[What you should do]
Copy out each line of the data that holds the word "mouth".
(Data in this exercise begins)
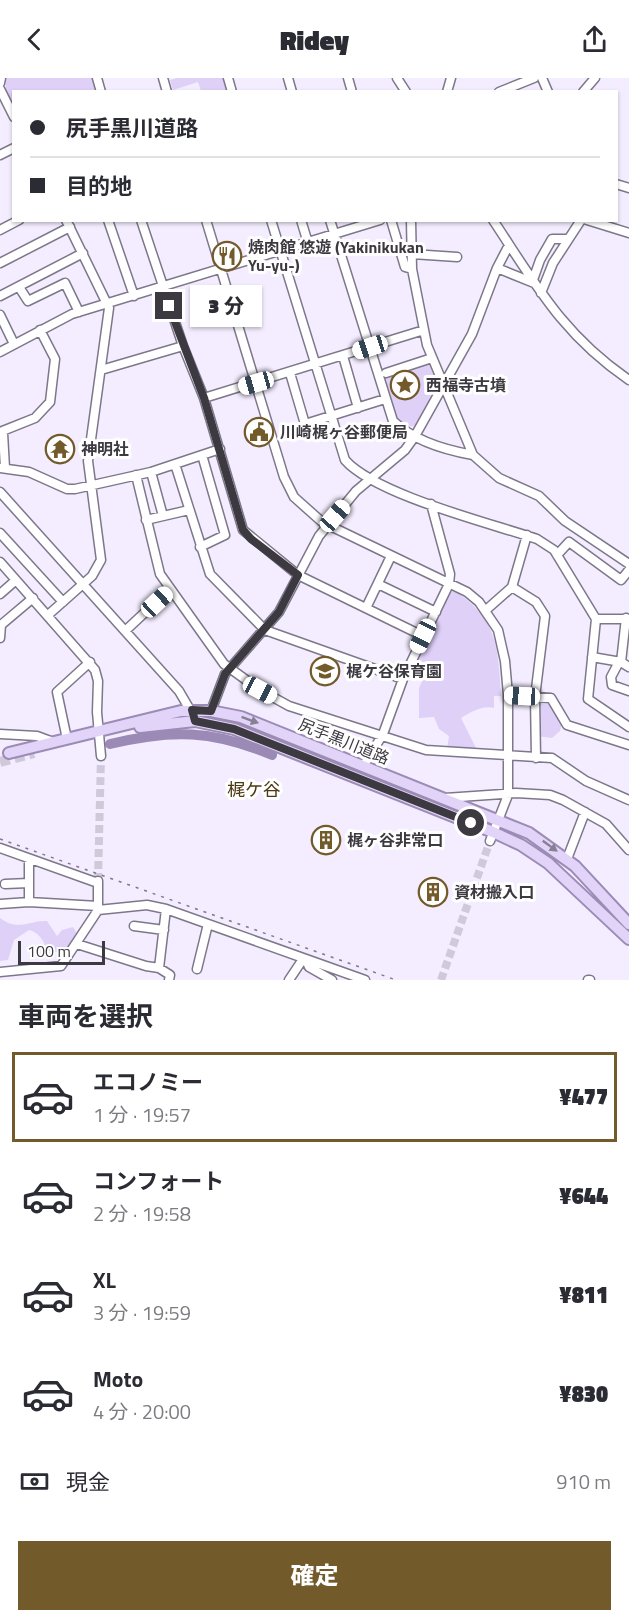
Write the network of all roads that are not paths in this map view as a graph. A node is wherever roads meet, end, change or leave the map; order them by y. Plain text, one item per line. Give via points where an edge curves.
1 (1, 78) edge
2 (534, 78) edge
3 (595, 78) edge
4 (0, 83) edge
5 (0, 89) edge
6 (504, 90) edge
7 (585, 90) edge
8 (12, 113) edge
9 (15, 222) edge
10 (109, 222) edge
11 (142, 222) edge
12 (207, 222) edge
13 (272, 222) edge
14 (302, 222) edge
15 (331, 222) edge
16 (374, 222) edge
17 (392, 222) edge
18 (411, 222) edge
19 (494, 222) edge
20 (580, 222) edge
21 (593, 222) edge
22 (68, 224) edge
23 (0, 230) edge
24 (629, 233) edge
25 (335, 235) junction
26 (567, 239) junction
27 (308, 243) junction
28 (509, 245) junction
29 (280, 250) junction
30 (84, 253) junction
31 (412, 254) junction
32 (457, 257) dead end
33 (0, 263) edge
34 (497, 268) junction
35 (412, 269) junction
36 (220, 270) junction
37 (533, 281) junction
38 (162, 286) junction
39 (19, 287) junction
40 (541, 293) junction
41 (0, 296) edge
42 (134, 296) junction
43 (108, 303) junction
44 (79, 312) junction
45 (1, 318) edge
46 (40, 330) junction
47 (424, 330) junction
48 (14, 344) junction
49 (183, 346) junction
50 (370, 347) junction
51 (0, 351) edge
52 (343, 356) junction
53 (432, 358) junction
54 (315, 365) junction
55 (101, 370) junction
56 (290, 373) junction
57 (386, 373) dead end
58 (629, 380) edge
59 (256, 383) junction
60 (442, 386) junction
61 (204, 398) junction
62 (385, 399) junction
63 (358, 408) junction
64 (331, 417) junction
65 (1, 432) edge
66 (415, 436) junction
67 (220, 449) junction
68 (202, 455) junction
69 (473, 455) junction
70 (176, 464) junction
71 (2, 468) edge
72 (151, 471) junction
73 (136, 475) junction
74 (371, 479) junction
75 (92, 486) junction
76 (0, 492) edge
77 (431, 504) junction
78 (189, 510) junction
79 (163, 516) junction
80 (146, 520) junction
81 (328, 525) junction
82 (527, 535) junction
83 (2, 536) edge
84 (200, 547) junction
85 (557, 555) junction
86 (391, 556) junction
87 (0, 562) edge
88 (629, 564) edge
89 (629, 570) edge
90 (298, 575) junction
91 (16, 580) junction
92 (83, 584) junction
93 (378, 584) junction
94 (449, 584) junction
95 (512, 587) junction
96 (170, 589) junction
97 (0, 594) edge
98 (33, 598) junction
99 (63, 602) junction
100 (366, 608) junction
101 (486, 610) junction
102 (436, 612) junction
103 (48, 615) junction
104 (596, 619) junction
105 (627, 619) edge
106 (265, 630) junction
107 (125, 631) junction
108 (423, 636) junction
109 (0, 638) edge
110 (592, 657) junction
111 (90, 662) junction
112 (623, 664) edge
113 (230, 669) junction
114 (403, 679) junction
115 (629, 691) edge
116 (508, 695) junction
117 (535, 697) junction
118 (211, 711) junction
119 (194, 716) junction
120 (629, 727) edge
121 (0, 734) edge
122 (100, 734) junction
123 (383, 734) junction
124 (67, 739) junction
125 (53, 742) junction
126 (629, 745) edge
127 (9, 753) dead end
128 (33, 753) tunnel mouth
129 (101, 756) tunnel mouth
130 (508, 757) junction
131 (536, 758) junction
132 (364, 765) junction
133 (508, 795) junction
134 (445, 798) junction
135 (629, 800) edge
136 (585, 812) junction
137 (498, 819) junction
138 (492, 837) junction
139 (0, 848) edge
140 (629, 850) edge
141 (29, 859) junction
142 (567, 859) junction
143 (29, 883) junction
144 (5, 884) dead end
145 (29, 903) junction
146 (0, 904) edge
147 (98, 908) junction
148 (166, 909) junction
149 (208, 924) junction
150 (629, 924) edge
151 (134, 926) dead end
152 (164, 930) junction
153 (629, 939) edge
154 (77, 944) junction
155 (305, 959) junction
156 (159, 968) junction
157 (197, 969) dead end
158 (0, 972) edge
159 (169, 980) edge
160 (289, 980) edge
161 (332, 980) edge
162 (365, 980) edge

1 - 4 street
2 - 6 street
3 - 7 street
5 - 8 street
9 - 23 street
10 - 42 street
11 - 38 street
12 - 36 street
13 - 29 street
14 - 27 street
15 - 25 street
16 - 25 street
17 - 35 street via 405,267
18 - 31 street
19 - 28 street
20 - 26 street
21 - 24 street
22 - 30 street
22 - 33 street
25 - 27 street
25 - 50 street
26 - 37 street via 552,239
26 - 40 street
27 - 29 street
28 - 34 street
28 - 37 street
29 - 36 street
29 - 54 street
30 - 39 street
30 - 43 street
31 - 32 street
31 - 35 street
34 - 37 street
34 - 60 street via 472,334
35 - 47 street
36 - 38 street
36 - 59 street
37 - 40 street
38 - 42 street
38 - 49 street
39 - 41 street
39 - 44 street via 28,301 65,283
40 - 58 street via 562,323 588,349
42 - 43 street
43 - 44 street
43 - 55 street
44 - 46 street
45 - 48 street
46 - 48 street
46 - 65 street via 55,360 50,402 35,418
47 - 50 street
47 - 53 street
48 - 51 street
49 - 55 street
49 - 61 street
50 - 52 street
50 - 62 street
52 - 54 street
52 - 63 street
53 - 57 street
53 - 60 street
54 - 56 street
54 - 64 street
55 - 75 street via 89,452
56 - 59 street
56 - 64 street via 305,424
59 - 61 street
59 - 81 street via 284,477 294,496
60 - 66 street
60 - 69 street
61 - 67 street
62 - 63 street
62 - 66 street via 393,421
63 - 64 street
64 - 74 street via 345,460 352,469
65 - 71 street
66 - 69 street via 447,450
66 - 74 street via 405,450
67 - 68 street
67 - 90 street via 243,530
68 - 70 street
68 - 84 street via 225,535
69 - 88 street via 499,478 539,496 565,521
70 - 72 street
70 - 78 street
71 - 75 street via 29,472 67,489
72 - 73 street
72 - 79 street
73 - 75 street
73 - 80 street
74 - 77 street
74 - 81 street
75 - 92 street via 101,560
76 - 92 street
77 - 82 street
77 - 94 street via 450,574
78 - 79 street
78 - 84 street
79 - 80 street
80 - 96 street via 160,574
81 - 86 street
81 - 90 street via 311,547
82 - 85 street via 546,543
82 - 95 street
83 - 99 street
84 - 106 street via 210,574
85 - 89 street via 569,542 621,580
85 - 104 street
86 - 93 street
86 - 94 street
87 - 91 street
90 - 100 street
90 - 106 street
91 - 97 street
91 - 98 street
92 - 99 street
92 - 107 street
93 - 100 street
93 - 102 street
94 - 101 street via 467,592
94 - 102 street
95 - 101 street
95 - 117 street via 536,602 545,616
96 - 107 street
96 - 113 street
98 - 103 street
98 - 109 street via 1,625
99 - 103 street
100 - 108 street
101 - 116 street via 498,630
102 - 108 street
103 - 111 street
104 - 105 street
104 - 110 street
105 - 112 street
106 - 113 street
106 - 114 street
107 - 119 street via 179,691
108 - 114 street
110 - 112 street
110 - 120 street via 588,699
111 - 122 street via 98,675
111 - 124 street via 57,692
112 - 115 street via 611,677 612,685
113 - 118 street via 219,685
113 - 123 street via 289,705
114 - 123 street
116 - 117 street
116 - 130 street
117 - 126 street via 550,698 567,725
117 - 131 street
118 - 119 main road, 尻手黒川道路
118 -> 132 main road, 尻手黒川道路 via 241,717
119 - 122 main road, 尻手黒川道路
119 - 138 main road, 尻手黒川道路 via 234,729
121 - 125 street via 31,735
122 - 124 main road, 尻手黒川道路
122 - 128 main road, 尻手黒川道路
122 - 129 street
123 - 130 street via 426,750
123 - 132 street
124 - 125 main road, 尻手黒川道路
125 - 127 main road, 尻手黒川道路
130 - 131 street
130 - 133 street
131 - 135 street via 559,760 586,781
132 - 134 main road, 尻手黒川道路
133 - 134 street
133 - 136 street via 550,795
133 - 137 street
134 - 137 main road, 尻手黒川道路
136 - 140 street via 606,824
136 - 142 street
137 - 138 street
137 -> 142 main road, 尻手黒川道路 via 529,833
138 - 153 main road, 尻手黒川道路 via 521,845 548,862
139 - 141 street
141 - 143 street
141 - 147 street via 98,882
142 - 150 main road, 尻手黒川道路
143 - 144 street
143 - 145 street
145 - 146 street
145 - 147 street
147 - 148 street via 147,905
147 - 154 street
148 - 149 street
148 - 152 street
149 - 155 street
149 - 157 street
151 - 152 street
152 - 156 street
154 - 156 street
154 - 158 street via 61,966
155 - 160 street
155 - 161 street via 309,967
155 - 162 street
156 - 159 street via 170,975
(Data in this exercise ends)
[Response area]
128 (33, 753) tunnel mouth
129 (101, 756) tunnel mouth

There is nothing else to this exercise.